A lot of research goes into ACT tests. Every item question begins with psychometric grounding. Subject matter experts (SMEs) develop questions in math, reading and comprehension, science, and graphic literacy. Items are field tested and answers are checked for validity. Assessments must measure ability and not reward random guesswork on the part of the test-taker. In addition to accuracy, test items are also extensively reviewed for fairness.
But that can take time, so test developers have created some ways to streamline the assessment pipeline.

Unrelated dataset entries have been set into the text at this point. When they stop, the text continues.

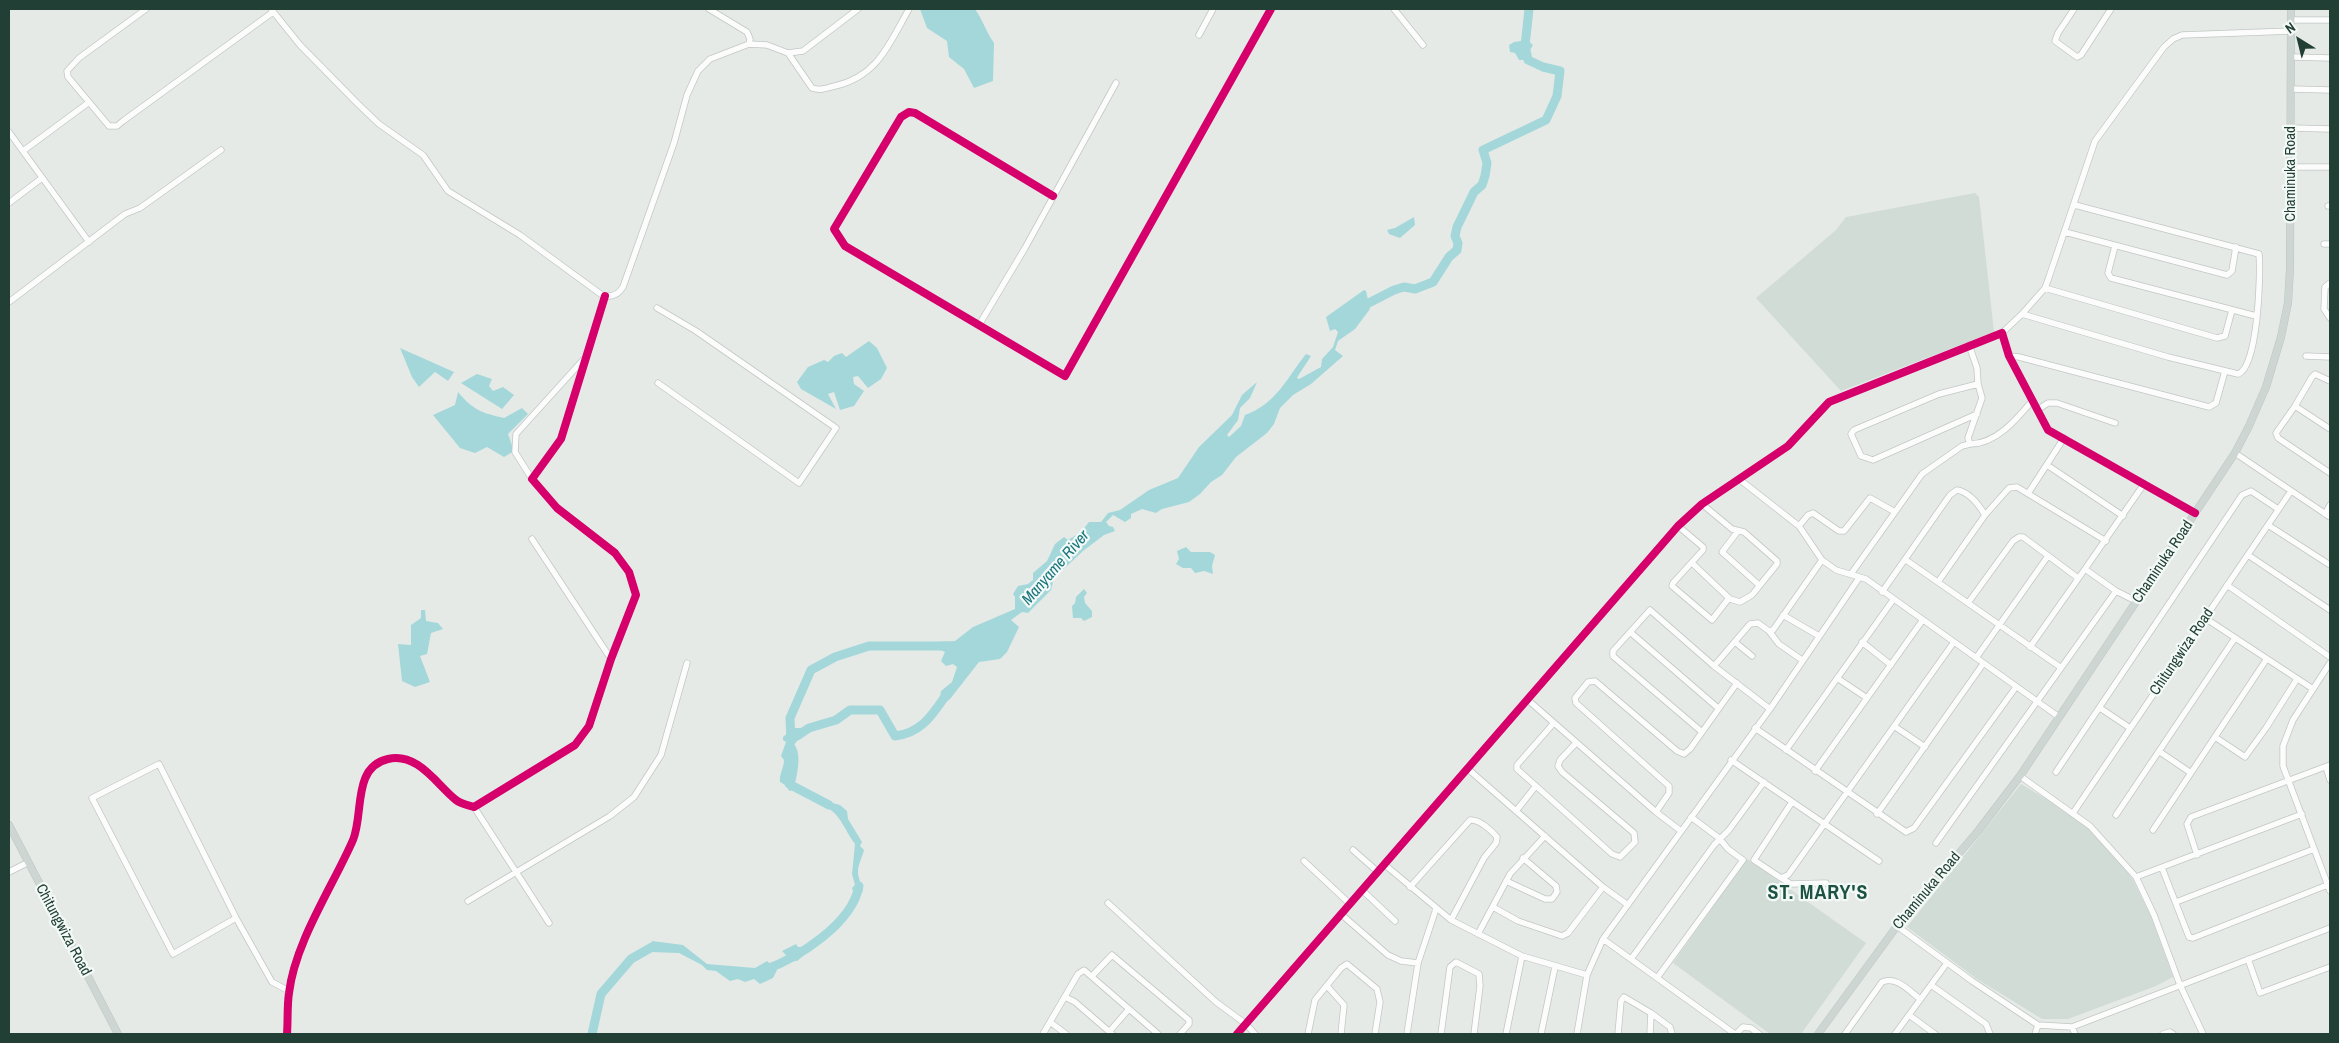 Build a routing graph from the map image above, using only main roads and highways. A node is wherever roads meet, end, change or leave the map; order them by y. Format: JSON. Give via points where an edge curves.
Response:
{"nodes":[{"id":1,"x":2291,"y":9,"type":"edge"},
{"id":2,"x":9,"y":825,"type":"edge"},
{"id":3,"x":118,"y":1034,"type":"edge"},
{"id":4,"x":1818,"y":1034,"type":"edge"}],
"edges":[{"from":1,"to":4,"type":"main road","name":"Chaminuka Road","via":[[2290,269],[2285,320],[2266,387],[2249,426],[2196,513],[2020,776],[1898,926]]},
{"from":2,"to":3,"type":"main road","name":"Chitungwiza Road"}]}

In this episode (#7) of ACTNext Navigator podcast, we discuss the history of AIG at ACT with Rick Meisner. He’s been with ACT for thirty years and developed some of the first AIG content for math using BASIC programming language. Meisner also holds several patents related to AIG and automated scoring.
Later in the show, we’ll hear from Ian MacMillan and Brad Bolender. They’ve developed AIG software for WorkKeys graphic literacy assessment (AIGL) and passage organizing and extraction (POE) respectively.
Each presented a poster at the 2019 Education Technology and Computational Psychometrics Symposium research poster and tech demo reception on October 9, 2019.
The views and opinions expressed in this podcast are those of the authors only and do not necessarily reflect the official policy or position of ACT, Inc.
[Brad Bolender] The poster we’re looking at is about the Passage Organizer Extractor application, the abbreviation for that is POE. We designed this application to help test developers find excerpts from long texts that they could use on our English test to write items about. That’s a long and costly process to look for passages in hardcover books. Sometimes we write these from scratch so the goal here is to put in texts that we can use that are digital, scan them with a computer. We analyze potential passages for things like reading level and for cohesion so that lets us know that a topic is intertwined throughout the whole passage, so it doesn’t promptly change the topics in the middle.
[Host] That’s Brad Bolender talking about Passage Organizer and Extractor or POE. We’ll join him again at the end of the show. I’m Adam Burke. In our last podcast episode of ACTNext Navigator we talked about automated essay scoring. Today we’re discussing what goes into creating assessments, specifically the automation of assessment creation. Writing tests by hand is an intense process. Test items take many hours to create, check, field test and verify for fairness and accuracy.
My guests are Rick Meisner, Ian McMillan, and Brad Bolender. Rick Meisner is an expert on AIG automated item generation. He’s been with ACT for over 30 years and programmed ACT’s first automated item generation in the programming language, BASIC.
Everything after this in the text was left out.